Les supporters marseillais demandent le départ d'Eyraud - "C'est à Mickey de partir, pas à AVB"

L'Olympique de Marseille vit des heures incandescentes, entre les incidents de samedi à la Commanderie et la démission surprise ce mardi midi de l'entraîneur André Villas-Boas. Alors que sont prévus deux chocs sportifs en cinq jours, contre Lens et Paris, les supporters clament leur colère et, par-dessus tout, l'inquiétude des semaines à venir.

Arrivé en 2016 pour prendre les rênes de l'OM, Jacques-Henri Eyraud est sous le feu des critiques. (Photo de Franck Fife / AFP)

Un reportage de Lionel Maillet pour Sud Radio.

André Villas-Boas avait surpris tout son monde et devancé la direction de l'Olympique de Marseille en déposant sa démission en conférence de presse ce mardi midi. La communication du club a de quoi interroger puisque ce dernier a réagi avec une mise à pied à titre conservatoire pour "agissements et attitudes qui nuisent gravement à l’institution". AVB ne sera donc pas sur le banc ce soir face à Lens. Un départ qui attise encore la colère des supporters.

À bord de son 4x4, le coach portugais a salué les aficionados venus le soutenir, hier après-midi devant la Commanderie.

Et quand bien même l'entraîneur sert de fusible, les problèmes structurels demeureront selon «  Titi », un ultra qui ne mâche pas ses mots. "C'est pas à lui de partir, nous on le sait tous. C'est à Mickey de partir, Jacques-Henri Eyraud doit démissionner, partir de lui-même ou que McCourt le mette à la porte mais il ne doit pas rester à la tête de l'Olympique de Marseille." Un autre abonde en ce sens et réclame "le départ de Jacques-Henri Eyraud. Une vente du club, du ménage, repartir à zéro".

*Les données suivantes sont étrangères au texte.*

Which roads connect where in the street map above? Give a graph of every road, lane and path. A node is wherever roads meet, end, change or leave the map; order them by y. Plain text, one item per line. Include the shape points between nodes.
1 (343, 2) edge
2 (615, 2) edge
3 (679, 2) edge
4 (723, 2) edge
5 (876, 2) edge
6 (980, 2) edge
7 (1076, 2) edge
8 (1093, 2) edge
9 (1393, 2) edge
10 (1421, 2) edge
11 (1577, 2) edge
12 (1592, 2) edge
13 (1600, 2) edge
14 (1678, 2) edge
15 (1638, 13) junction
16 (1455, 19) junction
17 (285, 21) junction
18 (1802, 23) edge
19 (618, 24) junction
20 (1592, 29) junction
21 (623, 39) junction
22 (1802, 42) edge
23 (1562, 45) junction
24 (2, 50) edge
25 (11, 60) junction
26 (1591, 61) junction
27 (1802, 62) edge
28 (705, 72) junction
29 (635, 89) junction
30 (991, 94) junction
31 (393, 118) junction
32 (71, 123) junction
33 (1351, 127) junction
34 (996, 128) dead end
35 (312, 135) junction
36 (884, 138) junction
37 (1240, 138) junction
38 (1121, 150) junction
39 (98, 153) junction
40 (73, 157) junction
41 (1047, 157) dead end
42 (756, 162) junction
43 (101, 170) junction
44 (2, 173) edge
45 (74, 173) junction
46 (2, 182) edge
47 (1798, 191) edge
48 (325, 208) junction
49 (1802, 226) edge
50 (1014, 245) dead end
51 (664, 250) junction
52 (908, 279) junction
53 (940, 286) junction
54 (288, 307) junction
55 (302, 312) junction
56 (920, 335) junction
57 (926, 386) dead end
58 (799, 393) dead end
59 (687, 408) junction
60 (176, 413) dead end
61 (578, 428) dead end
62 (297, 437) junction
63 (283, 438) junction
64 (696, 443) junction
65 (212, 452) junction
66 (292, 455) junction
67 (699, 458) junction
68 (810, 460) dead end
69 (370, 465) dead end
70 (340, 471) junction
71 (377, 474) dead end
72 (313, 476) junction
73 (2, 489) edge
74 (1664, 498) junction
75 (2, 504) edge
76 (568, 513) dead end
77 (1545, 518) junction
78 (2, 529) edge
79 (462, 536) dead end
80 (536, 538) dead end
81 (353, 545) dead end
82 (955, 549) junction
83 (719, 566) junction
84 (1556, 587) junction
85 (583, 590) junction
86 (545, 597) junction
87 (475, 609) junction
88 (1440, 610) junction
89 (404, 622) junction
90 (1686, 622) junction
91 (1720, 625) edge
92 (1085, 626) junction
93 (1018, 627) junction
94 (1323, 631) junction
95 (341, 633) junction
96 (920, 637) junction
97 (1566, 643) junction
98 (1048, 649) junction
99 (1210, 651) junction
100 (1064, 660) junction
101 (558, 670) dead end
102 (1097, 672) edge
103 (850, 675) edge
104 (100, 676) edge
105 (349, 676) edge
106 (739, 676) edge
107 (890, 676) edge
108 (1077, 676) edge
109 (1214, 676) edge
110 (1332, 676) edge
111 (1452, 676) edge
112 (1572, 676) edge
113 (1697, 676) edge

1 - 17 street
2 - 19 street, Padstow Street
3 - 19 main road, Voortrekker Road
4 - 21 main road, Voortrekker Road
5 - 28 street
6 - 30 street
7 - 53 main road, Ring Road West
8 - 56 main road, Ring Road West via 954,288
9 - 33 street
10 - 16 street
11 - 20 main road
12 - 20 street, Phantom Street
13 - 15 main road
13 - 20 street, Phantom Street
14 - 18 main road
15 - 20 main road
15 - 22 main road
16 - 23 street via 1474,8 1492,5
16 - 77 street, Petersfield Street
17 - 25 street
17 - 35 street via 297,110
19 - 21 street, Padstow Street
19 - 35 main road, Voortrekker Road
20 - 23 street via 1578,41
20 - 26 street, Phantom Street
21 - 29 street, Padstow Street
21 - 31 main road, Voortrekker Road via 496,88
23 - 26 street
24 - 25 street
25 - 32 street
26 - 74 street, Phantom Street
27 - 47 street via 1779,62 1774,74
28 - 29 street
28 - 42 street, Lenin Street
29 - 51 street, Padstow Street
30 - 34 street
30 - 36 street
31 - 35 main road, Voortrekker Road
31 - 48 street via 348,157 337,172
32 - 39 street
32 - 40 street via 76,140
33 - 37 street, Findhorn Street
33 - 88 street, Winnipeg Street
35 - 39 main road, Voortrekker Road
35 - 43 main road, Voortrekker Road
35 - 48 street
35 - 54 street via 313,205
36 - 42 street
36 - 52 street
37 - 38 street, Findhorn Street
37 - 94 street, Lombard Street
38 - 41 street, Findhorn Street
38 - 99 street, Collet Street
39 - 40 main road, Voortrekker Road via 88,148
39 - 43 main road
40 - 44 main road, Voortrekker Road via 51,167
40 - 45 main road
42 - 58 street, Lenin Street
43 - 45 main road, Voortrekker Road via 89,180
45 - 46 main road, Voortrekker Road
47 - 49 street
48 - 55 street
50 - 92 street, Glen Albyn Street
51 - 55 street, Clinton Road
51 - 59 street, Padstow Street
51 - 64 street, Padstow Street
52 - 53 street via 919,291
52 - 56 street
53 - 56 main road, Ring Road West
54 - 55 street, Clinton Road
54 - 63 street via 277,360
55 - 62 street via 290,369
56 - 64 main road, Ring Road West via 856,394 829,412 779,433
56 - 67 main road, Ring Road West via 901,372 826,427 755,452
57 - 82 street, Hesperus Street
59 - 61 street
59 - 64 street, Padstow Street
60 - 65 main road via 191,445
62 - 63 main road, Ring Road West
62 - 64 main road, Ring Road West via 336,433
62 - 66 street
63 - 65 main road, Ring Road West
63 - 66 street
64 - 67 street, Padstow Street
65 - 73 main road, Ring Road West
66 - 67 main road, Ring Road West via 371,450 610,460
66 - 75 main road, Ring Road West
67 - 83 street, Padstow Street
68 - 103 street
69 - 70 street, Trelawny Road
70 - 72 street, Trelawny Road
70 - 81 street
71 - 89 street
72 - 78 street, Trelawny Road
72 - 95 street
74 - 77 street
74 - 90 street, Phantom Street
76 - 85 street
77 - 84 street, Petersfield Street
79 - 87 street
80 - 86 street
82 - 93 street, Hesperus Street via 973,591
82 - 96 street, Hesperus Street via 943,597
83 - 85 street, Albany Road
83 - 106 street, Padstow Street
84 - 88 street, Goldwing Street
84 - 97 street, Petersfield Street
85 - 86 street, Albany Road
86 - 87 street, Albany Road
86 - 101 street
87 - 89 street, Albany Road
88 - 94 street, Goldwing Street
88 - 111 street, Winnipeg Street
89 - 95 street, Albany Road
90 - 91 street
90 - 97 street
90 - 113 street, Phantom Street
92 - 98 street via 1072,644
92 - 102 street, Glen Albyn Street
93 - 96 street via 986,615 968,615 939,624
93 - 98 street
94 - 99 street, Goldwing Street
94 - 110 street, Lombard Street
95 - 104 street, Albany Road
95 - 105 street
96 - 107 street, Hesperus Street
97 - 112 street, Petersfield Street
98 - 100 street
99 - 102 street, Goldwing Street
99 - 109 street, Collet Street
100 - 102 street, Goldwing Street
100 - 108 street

La semaine de tous les dangers

Un entraîneur démissionnaire, huit supporters en prison, le vase déborde jour après jour et les gouttes d'eau ont des airs de grêle. Jusqu'à faire réagir le nouveau maire de Marseille, Benoît Payan, qui lance un appel à la direction.

"Il faut arrêter de mettre de l'huile sur le feu. Que les gens se parlent. Ce qui s'est passé ce week-end est insupportable, inqualifiable. Mais aujourd'hui, il appartient aux dirigeants de ce club de mettre les clubs de supporters autour de la table. Il est temps de tourner la page d'une histoire qui ne fonctionne pas et qui ne fonctionne plus".

Ce soir, les Olympiens se déplacent à Lens face aux Sang et Or en pleine bourre avant de recevoir l'ogre parisien dimanche dans un Classique qui a toujours une saveur singulière. Cette semaine peut tout faire basculer d'un côté comme de l'autre.